06.07.2018 - BayLfSt

Anlage EÜR: Kein bürokratischer Mehraufwand für das Ehrenamt

Schneller, einfacher, bequemer: Mit der Modernisierung des Besteuerungsverfahrens können Steuerbürger und Verwaltung die Vorteile moderner Technik für die Steuererklärung und Veranlagung nutzen. Darauf weist Dr. Roland Jüptner, Präsident des Bayerischen Landesamtes für Steuern, hin.

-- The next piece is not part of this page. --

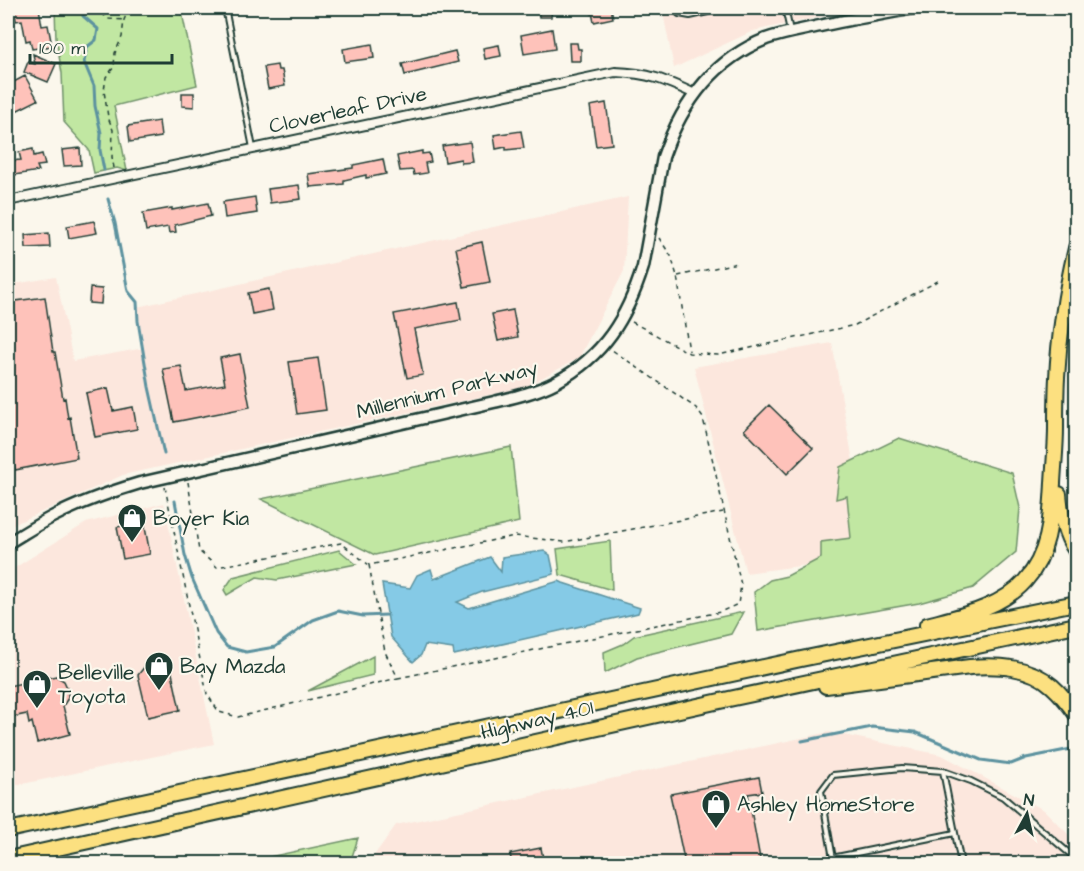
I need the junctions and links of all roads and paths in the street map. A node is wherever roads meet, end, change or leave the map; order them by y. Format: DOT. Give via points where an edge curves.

Damit verbunden ist ein gewisses Maß an Standardisierung, um die Prozesse für alle Beteiligten optimal gestalten zu können. So übermitteln Steuerbürger, die Gewinneinkünfte erzielen ohne buchführungspflichtig zu sein, dem Finanzamt ihre Einnahmen- Überschussrechnung (EÜR) mit der von der Verwaltung bereitgestellten Anlage EÜR.

Für ehrenamtlich tätige Bürgerinnen und Bürger gibt es jedoch eine Vereinfachung: Liegen die Einnahmen innerhalb der jeweiligen Steuerfreibeträge - d.h. der Übungsleiterpauschale von 2.400 € oder dem Ehrenamtsfreibetrag von 720 € - besteht keine Verpflichtung, eine Anlage EÜR an die Finanzverwaltung zu übermitteln. Eine Erleichterung gilt auch für die gemeinnützigen Einrichtungen selbst: der einheitliche wirtschaftliche Geschäftsbetriebe einer gemeinnützigen Körperschaft unterliegt nicht der Übermittlungspflicht, wenn seine Bruttoeinnahmen die Besteuerungsgrenze von 35.000 € nicht übersteigen.